The committee also addressed the long-term growth of the Downtown sports leagues, saying it would pass a joint resolution with the Waterfront Committee to identify other spaces that the burgeoning leagues might use. The leagues already use East River Park, Coleman Oval on Monroe St., and Baruch Park, but getting permits for those spaces and others—especially for practices — has been difficult in the past. The B.P.C.A. has also consistently denied the idea of permitting games in Rockefeller Park. With rosters that top 600 kids apiece, the leagues have traveled as far as Central Park and Governor’s Island to accommodate games.

At the Waterfront Committee on Monday night, Costello expressed anger that the Hudson River Trust was unwilling to make the small turf field-to-be on the new Pier 25 available to the leagues.

“We went to the Trust and were told you’ll never get a kid on there,” Costello said.

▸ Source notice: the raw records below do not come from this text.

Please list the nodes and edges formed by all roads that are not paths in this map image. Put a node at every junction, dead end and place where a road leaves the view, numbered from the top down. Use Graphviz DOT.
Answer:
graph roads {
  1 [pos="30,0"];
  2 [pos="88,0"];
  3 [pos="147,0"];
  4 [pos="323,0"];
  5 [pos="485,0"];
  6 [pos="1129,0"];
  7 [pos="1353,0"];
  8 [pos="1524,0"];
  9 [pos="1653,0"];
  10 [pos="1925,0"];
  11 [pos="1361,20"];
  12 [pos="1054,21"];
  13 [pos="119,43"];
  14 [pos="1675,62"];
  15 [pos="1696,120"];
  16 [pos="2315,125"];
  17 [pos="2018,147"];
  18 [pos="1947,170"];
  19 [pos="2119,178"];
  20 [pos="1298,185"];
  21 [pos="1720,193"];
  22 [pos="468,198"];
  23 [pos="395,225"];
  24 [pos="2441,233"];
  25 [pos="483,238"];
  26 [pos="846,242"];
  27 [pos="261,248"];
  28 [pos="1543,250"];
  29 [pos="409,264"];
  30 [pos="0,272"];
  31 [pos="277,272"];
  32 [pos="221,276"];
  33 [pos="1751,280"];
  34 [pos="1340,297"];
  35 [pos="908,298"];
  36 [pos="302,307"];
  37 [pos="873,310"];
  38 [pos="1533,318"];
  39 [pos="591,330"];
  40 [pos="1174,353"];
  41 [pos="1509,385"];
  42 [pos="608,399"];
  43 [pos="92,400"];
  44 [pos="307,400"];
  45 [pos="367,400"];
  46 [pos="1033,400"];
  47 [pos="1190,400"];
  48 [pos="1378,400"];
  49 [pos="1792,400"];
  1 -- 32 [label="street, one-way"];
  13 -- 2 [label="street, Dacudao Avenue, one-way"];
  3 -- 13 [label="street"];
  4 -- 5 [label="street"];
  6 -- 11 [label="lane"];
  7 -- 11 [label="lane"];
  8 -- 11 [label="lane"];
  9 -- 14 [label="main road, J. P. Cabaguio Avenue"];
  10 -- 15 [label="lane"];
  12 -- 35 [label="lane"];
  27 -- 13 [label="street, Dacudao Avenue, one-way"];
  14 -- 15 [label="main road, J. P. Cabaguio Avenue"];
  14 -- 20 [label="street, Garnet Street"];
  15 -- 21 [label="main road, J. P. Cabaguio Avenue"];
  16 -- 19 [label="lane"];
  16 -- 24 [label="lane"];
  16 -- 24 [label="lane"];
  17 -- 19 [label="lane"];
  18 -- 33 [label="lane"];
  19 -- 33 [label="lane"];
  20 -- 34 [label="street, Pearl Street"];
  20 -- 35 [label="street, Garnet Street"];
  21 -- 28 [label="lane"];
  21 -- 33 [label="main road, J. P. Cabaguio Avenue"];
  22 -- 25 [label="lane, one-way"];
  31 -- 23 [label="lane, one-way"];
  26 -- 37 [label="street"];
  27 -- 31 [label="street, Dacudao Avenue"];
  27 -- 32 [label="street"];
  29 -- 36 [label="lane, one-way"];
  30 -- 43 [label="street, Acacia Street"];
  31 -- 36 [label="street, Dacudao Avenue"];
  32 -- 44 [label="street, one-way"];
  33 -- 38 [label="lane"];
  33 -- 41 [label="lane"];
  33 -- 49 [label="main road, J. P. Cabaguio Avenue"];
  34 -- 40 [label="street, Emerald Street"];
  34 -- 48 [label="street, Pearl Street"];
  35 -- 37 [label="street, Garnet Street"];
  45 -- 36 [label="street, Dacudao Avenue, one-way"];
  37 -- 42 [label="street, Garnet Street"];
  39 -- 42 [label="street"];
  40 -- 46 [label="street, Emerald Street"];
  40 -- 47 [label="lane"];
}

After the meeting, though, the Trust’s Connie Fishman told the Downtown Express that the Trust would allow practices on the field and if C.B. 1 passed a supportive resolution, the Trust would consider allowing T-ball games as Costello suggested. C.B. 1 had previously ruled against organized games on the pier.

“If the community wants to change that basic premise, we are happy to look at it,” Fishman said.

The long-standing “turf vs. grass” debate also surfaced at Tuesday night’s Youth Committee meeting, but most committee members agreed that that issue will have to wait until the current, more pressing, concerns about the ballfields are resolved.

“Now’s the time to fight this,” said local parent Courtney Brennan, referring to the spectator and lighting issues. “Otherwise, they are going to come to us and tell us it’s too late.”